Competition and camaraderie aren’t mutually exclusive. The Southeast Spec E30 group polices itself, especially when a driver is too aggressive. Gress will approach the driver, showing them videos of their transgressions on the track. If the behavior doesn’t change, they’ll approach Regional Director Jim Pantas with video evidence and ask him to make the call.
“You can be a very competitive person yet be considerate on the track,” he said. “But if you are not considerate on the track, we get rid of you because we are buddies and you have to look out for your buddies. You cannot shut the door and put your buddy in a crisis.”
Spec E30 racer Ty Young has raced several other series but said he’s never seen the camaraderie like that in the Southeast Region’s Spec E30 class.
“They’ll go out and they’ll race you hard, I mean as hard as any racing there is. But when it’s all over, it’s all a bunch of friends hanging out,” Young said. “It’s an extraordinary group.”
Gress started with NASA 11 years ago, and his first day at the track he was on the Internet looking for a used racecar, because he realized his daily driver, an old Porsche, would be too expensive to race for his budget.
“I was making this decision to quit buying things that said Porsche on them,” said Gress, adding, “I went from a car where a brake rotor was hundreds of dollars to a car where I can get a brake rotor for $17 shipped.”
When recruiting new drivers to Spec E30, Gress emphasizes the affordability of the class. It’s something he practices with his own race program. When he started racing nearly a decade ago, he slept under a tarp at the racetrack instead of a hotel room to save money. He eventually bought an old enclosed trailer and restored it to sleep. “I don’t get rained or snowed on anymore,” he said.

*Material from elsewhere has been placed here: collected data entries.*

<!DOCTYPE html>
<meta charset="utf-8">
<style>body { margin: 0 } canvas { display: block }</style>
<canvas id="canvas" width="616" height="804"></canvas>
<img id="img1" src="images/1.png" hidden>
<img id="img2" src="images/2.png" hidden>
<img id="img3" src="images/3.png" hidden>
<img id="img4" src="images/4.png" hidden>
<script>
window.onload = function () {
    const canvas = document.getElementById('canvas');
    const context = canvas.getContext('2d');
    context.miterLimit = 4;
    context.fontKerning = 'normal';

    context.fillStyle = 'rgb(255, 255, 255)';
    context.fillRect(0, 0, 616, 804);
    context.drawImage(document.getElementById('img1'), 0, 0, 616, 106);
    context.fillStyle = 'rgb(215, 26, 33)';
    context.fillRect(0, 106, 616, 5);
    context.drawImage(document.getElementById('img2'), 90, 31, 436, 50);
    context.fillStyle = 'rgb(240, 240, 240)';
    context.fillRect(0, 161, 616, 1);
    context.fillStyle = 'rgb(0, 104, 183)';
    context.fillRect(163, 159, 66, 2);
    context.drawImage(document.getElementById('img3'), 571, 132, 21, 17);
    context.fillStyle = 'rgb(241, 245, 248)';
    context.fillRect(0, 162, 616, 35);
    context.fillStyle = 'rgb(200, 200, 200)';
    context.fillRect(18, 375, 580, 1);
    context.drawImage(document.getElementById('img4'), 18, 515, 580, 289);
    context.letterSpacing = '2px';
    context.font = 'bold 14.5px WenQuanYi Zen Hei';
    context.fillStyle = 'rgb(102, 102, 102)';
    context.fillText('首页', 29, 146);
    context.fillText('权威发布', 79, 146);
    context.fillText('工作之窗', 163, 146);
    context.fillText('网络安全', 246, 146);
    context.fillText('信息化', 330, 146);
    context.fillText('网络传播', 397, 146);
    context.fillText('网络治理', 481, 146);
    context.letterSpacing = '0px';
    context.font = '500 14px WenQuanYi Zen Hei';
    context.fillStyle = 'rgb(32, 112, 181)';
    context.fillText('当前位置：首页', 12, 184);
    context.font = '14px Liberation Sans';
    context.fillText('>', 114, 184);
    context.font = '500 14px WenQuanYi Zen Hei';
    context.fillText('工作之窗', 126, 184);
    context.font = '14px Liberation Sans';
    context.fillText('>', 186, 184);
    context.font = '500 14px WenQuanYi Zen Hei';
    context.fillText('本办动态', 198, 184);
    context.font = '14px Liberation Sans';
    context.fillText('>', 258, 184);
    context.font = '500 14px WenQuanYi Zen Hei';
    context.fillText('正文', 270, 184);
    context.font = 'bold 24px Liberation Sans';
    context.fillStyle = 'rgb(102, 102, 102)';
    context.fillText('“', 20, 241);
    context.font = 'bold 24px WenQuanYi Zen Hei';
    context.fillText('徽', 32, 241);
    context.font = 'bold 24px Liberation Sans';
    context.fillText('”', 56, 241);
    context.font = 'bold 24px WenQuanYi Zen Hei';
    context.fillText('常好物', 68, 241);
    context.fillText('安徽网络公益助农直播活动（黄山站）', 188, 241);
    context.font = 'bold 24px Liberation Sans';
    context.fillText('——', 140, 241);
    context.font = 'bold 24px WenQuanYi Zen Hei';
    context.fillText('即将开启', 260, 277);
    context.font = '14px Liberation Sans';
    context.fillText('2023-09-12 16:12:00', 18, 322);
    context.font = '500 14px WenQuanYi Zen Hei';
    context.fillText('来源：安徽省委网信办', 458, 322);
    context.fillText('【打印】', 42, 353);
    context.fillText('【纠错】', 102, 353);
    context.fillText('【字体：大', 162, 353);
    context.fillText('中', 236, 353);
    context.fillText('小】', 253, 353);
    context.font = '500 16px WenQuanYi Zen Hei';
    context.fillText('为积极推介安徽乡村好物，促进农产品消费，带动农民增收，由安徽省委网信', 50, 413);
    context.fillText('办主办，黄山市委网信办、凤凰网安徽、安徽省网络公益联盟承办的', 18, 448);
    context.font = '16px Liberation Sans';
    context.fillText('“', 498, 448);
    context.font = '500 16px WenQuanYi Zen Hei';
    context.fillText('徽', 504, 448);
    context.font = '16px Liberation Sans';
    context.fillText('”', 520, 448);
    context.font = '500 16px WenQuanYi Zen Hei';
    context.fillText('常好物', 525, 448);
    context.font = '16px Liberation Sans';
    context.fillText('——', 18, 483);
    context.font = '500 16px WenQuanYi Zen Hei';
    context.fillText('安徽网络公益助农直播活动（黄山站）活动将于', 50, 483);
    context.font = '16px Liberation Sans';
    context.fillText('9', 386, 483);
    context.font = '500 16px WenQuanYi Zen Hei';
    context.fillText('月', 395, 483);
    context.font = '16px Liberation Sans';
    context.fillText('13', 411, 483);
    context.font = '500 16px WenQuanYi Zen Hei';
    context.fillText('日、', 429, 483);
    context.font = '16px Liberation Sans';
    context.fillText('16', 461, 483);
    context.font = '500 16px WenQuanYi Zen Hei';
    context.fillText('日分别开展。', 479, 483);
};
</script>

He works on his own car to save money and has done everything but rebuild a transmission. If he runs into a problem, Gress turns to forums and Facebook, and usually has an answer in short time. “I’m sure I made lots of mistakes but they’re all survivable and if I can figure it out, anyone can figure it out,” he said.
Gress also doesn’t buy new tires for his BMW, opting to race used tires until they are on cord. Running used tires costs him on-track performance, but the 56-year-old racer doesn’t care about winning races. Young says Gress is a midpack racer by choice.
“He’s not a midpack racer because he can’t be up front, it’s because he buys old tires and he’s happy when everybody else is happy and the series is growing,” Young said. “It’s not about being on the podium for him. It’s about everybody having a good time and him being the guy that facilitates that great time everybody is having.”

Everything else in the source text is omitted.